4. Под знаменем истины и добра

   Юрий и Виталий, усевшись на ступеньки крылечка, тесно прильнули друг к другу. Это была не первая задушевная, от сердца к сердцу, беседа, которую вел писатель со старшим сыном и его другом. Затишье, наступившее после революционной бури 1905 года, было непрочным, предгрозовым. Михаил Михайлович с тревогой думал об испытаниях, ожидавших молодежь.
   Борьба за дело народа, которая не угасала ни на миг, ждала борцов и вожаков, и их на смену «павшим, в борьбе уставшим» должно было выдвинуть юное, подраставшее поколение. Еще свежи были в памяти людей грозные события 1905 года. Вспышки народного гнева, эти зарницы грядущей грозы, возникали и в самых глухих уголках царской России. Герои Коцюбинского теперь уже не на страницах «Fata morgana», а на суровой арене жизни, вооружившись косами, вилами и топорами, двинулись на штурм дворянских гнезд.
   Гимназисты через соучеников-провинциалов узнавали и иное – о разгуле карателей в Конотопе, Клинцах, Шостке, Глухове и в других уголках их крестьянской губернии.

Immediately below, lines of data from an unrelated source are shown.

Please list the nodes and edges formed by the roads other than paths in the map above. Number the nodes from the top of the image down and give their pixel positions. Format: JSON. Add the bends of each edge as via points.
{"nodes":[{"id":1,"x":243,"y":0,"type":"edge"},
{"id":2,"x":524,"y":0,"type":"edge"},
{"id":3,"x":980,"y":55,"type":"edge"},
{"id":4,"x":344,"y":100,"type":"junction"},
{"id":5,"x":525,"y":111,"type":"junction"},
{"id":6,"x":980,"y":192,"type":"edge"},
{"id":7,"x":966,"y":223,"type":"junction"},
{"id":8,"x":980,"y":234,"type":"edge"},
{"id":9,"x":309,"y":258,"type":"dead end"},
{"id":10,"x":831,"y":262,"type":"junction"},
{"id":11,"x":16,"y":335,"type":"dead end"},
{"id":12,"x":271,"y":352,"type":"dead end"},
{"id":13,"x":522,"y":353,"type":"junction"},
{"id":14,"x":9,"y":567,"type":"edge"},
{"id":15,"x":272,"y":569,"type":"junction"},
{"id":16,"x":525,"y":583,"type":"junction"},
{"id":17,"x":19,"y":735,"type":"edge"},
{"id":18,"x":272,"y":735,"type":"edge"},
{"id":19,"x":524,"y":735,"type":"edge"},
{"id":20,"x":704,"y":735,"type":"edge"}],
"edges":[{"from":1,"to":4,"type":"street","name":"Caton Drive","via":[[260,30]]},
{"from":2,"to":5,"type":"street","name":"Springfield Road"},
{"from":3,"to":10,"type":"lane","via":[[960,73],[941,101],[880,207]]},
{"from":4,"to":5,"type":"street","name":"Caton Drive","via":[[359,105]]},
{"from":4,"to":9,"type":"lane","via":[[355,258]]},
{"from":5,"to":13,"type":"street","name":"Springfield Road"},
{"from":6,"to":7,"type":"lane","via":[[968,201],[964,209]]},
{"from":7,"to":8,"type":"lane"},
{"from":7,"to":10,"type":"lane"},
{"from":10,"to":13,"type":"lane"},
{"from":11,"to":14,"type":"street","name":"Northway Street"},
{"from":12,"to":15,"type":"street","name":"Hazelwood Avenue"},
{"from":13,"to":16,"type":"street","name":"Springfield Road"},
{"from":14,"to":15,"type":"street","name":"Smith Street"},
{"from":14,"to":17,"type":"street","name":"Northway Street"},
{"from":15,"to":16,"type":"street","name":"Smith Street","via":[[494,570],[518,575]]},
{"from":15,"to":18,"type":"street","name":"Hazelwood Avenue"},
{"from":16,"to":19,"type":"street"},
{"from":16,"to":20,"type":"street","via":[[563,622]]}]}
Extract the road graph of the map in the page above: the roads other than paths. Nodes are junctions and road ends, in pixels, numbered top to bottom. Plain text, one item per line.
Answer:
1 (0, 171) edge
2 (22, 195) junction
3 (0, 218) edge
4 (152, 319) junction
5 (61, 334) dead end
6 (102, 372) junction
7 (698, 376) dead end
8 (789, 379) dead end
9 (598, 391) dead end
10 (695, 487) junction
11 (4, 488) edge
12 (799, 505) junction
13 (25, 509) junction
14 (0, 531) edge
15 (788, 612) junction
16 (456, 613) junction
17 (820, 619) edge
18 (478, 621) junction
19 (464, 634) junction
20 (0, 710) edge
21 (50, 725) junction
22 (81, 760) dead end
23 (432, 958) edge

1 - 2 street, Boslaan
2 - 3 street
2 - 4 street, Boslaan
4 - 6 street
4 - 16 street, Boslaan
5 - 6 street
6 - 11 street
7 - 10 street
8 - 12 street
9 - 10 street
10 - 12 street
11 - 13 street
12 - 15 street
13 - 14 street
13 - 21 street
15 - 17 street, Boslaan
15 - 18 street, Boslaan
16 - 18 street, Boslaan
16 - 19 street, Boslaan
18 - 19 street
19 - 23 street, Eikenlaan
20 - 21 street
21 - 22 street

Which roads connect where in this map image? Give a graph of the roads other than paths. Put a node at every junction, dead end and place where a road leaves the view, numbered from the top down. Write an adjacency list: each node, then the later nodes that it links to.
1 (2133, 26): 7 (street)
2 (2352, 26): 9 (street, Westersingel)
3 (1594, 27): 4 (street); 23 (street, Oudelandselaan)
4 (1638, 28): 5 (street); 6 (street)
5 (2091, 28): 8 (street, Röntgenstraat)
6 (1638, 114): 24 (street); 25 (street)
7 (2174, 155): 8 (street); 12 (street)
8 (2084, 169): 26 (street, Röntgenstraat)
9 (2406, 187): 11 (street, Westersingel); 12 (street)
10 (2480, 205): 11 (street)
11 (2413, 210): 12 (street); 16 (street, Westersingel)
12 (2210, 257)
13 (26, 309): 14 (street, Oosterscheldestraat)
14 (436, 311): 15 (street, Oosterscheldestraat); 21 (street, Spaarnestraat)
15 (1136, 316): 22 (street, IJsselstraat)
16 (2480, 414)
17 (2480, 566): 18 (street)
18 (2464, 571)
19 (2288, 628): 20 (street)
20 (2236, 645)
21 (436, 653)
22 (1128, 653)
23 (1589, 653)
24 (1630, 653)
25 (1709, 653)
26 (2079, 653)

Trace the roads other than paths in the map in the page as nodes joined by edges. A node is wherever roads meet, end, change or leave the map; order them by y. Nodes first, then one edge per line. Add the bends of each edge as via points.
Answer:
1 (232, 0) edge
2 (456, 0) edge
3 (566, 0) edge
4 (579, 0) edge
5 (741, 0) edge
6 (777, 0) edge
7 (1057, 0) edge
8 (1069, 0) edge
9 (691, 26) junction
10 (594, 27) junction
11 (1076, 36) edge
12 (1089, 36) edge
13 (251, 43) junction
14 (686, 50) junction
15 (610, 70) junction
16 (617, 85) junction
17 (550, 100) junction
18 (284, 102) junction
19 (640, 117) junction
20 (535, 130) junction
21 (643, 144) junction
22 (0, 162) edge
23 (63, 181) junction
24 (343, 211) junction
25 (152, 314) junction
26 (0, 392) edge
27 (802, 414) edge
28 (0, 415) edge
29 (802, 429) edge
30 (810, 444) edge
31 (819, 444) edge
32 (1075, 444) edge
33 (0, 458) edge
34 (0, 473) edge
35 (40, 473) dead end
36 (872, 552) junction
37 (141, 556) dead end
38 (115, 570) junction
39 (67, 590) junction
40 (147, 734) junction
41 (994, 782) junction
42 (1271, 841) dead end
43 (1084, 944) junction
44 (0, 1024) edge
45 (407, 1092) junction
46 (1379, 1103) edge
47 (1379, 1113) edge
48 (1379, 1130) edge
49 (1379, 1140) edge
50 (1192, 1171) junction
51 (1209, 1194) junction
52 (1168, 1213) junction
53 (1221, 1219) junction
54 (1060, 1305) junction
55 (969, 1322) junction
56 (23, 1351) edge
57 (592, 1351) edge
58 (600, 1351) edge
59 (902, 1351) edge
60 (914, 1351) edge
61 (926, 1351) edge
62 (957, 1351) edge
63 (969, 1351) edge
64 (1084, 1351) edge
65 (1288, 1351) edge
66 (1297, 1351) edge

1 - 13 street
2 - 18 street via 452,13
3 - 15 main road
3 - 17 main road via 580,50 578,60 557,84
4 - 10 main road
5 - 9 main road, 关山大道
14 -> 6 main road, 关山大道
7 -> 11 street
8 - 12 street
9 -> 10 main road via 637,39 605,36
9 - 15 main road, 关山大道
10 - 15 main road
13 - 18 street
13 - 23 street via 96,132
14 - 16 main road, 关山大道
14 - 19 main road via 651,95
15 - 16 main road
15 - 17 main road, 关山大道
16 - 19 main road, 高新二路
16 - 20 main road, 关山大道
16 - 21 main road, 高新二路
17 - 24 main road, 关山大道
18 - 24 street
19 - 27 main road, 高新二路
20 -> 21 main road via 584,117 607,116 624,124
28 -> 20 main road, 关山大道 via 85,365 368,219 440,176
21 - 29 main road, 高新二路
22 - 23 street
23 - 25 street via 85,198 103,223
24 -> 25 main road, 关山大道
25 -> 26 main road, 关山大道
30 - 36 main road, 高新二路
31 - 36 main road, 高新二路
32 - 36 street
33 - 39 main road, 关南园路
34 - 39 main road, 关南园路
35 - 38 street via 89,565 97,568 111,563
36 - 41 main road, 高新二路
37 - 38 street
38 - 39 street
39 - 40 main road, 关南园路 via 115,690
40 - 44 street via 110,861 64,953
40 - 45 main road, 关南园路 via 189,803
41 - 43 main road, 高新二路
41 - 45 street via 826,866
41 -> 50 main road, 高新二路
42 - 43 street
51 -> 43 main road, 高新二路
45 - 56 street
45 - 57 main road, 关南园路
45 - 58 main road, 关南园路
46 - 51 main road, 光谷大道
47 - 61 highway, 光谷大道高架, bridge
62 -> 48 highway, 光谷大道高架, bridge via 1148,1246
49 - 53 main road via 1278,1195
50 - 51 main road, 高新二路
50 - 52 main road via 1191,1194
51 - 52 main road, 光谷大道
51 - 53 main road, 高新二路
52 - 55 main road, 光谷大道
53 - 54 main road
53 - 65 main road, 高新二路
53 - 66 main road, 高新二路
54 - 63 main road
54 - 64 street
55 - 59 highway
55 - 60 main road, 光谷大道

Тяжелые события того грозного времени – и восстания угнетенных и жестокая расправа с народом – оставили горький, тяжелый осадок в сердцах юношества. А тут черная сотня из «Руси», «Колокола» и «Киевлянина» подняла шум, что им «нужна Великая Россия, а не великие потрясения», и, оплевывая нарождавшееся братство по духу, взывала хранить и крепить братство по крови.
   Опасность, угрожавшую молодежи, ее нравственным принципам, Михаил Михайлович ощущал не только как честный, связанный навеки с народом художник, но и как отец.
   Обращаясь к юношам, писатель сказал:
   – Царю нужны верные слуги. Но, вопреки воле начальства, гимназии воспитывают и слуг народа. И они, эти слуги народа, обязаны знать более, чем слуги царя. К чему я это говорю? К тому, чтобы напомнить вам, что ваша пора – это пора ученья… Знаем мы о ваших тайных кружках. Знаем, что каждый выучил назубок гневные речи Демосфена и Сен-Жюста. Знаем, что ваши юные сердца, жаждущие подвигов, полны стремления «глаголом жечь сердца людей». Но всему свое время. Придет и для вас святая пора борьбы… Она не за горами…
   – Татко! – порывисто вскочил на ноги Юрий. – Тебя жандармы хватали? Сколько тебе было?
   – Восемнадцать!
   – А нам по пятнадцать! – с гордостью заявил молодой Примаков, хотя ему и оставалось полных два месяца до четырнадцати. Пятнадцать было одному Юрию.
   – Три года разницы, – мягко улыбнулся Михаил Михайлович, поеживаясь от вечерней сырости. – А три года теперь кое-что значат. За один год может произойти то, что в иное время не случится и в десять. В одном я уверен, дети мои, вам не придется повторять: «Суждены нам благие порывы, а свершить ничего не дано»…
   Слова Коцюбинского оказались пророческими.
   Пройдет каких-нибудь семь лет, и один из юношей по воле партии станет командующим советских войск Украины, а другой – строителем и вожаком ее боевой конницы – червонного казачества.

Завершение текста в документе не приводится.